[What the task asks] Print the records below exactly, with no pictures.

##### Extracted material

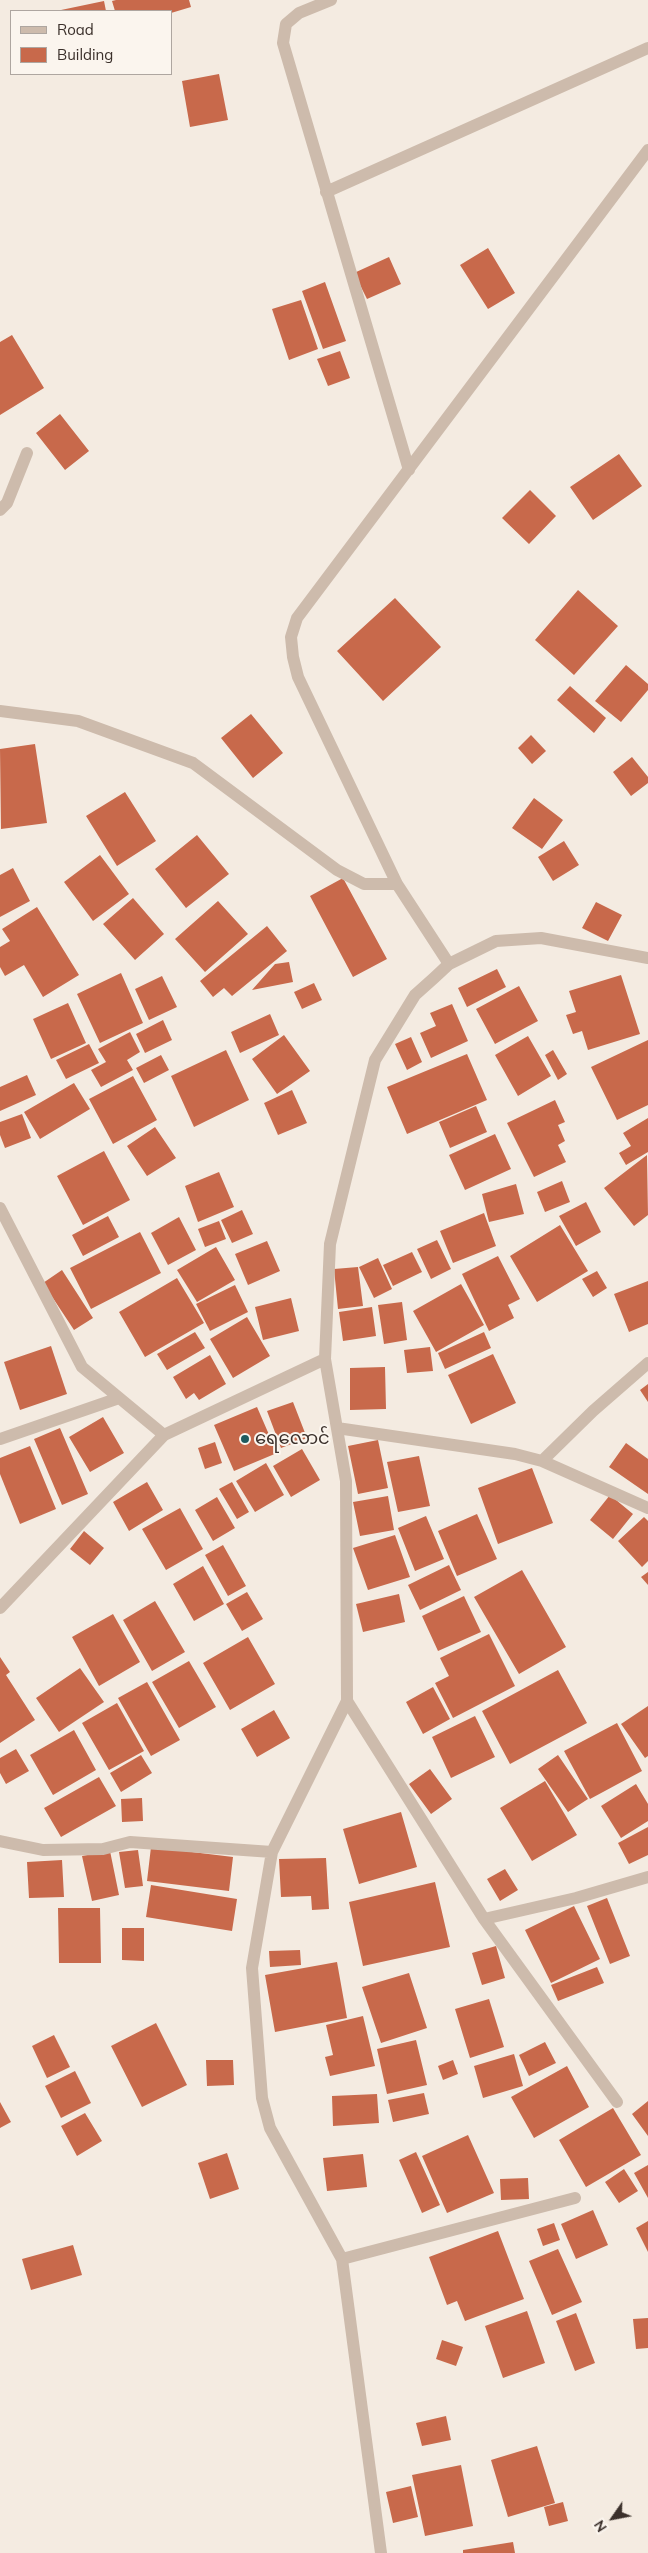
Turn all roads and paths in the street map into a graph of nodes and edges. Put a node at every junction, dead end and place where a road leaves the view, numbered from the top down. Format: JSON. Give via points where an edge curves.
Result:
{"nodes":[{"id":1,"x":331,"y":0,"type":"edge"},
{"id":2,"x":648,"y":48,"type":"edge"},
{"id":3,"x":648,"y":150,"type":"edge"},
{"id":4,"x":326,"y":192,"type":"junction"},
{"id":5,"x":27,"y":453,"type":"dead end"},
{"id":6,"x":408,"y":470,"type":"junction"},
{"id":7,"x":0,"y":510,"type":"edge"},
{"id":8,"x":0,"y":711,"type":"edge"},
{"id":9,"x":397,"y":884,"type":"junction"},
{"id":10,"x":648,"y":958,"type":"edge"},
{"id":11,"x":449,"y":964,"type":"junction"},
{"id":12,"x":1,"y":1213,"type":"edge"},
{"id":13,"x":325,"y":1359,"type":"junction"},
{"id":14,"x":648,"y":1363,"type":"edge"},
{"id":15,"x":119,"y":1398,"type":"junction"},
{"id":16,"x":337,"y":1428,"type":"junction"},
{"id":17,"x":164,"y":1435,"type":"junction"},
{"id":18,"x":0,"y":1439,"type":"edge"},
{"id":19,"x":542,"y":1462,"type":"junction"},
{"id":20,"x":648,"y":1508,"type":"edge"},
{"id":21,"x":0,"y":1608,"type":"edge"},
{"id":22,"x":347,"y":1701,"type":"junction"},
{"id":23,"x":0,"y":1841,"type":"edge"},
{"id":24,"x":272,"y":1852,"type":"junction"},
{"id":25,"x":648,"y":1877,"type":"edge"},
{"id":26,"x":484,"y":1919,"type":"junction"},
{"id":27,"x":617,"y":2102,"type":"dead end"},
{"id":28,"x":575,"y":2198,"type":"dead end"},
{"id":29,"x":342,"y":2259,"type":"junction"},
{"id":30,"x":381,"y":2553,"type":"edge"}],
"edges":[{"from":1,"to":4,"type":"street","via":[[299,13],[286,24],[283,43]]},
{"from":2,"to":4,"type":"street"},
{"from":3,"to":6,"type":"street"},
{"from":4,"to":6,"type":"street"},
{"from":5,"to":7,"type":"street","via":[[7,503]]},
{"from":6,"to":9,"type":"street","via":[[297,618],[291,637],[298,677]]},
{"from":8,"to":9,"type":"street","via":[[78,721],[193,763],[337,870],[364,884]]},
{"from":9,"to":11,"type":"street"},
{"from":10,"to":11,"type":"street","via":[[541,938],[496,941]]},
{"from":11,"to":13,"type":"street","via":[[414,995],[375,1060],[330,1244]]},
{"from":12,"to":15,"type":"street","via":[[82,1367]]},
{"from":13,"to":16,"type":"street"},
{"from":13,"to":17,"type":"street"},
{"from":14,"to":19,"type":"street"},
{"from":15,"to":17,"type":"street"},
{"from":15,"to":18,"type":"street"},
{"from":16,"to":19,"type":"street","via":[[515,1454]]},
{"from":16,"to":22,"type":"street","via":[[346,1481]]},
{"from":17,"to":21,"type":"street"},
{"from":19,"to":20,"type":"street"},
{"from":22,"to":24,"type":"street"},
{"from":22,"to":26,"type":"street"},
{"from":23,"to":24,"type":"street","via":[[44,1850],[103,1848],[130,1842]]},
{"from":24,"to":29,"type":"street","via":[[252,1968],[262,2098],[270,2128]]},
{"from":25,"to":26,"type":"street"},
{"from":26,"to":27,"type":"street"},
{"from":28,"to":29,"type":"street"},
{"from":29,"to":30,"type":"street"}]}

##########

[The completed task]
Turn all roads and paths in the street map into a graph of nodes and edges. Put a node at every junction, dead end and place where a road leaves the view, numbered from the top down. Format: JSON. Give via points where an edge curves.
Result:
{"nodes":[{"id":1,"x":331,"y":0,"type":"edge"},
{"id":2,"x":648,"y":48,"type":"edge"},
{"id":3,"x":648,"y":150,"type":"edge"},
{"id":4,"x":326,"y":192,"type":"junction"},
{"id":5,"x":27,"y":453,"type":"dead end"},
{"id":6,"x":408,"y":470,"type":"junction"},
{"id":7,"x":0,"y":510,"type":"edge"},
{"id":8,"x":0,"y":711,"type":"edge"},
{"id":9,"x":397,"y":884,"type":"junction"},
{"id":10,"x":648,"y":958,"type":"edge"},
{"id":11,"x":449,"y":964,"type":"junction"},
{"id":12,"x":1,"y":1213,"type":"edge"},
{"id":13,"x":325,"y":1359,"type":"junction"},
{"id":14,"x":648,"y":1363,"type":"edge"},
{"id":15,"x":119,"y":1398,"type":"junction"},
{"id":16,"x":337,"y":1428,"type":"junction"},
{"id":17,"x":164,"y":1435,"type":"junction"},
{"id":18,"x":0,"y":1439,"type":"edge"},
{"id":19,"x":542,"y":1462,"type":"junction"},
{"id":20,"x":648,"y":1508,"type":"edge"},
{"id":21,"x":0,"y":1608,"type":"edge"},
{"id":22,"x":347,"y":1701,"type":"junction"},
{"id":23,"x":0,"y":1841,"type":"edge"},
{"id":24,"x":272,"y":1852,"type":"junction"},
{"id":25,"x":648,"y":1877,"type":"edge"},
{"id":26,"x":484,"y":1919,"type":"junction"},
{"id":27,"x":617,"y":2102,"type":"dead end"},
{"id":28,"x":575,"y":2198,"type":"dead end"},
{"id":29,"x":342,"y":2259,"type":"junction"},
{"id":30,"x":381,"y":2553,"type":"edge"}],
"edges":[{"from":1,"to":4,"type":"street","via":[[299,13],[286,24],[283,43]]},
{"from":2,"to":4,"type":"street"},
{"from":3,"to":6,"type":"street"},
{"from":4,"to":6,"type":"street"},
{"from":5,"to":7,"type":"street","via":[[7,503]]},
{"from":6,"to":9,"type":"street","via":[[297,618],[291,637],[298,677]]},
{"from":8,"to":9,"type":"street","via":[[78,721],[193,763],[337,870],[364,884]]},
{"from":9,"to":11,"type":"street"},
{"from":10,"to":11,"type":"street","via":[[541,938],[496,941]]},
{"from":11,"to":13,"type":"street","via":[[414,995],[375,1060],[330,1244]]},
{"from":12,"to":15,"type":"street","via":[[82,1367]]},
{"from":13,"to":16,"type":"street"},
{"from":13,"to":17,"type":"street"},
{"from":14,"to":19,"type":"street"},
{"from":15,"to":17,"type":"street"},
{"from":15,"to":18,"type":"street"},
{"from":16,"to":19,"type":"street","via":[[515,1454]]},
{"from":16,"to":22,"type":"street","via":[[346,1481]]},
{"from":17,"to":21,"type":"street"},
{"from":19,"to":20,"type":"street"},
{"from":22,"to":24,"type":"street"},
{"from":22,"to":26,"type":"street"},
{"from":23,"to":24,"type":"street","via":[[44,1850],[103,1848],[130,1842]]},
{"from":24,"to":29,"type":"street","via":[[252,1968],[262,2098],[270,2128]]},
{"from":25,"to":26,"type":"street"},
{"from":26,"to":27,"type":"street"},
{"from":28,"to":29,"type":"street"},
{"from":29,"to":30,"type":"street"}]}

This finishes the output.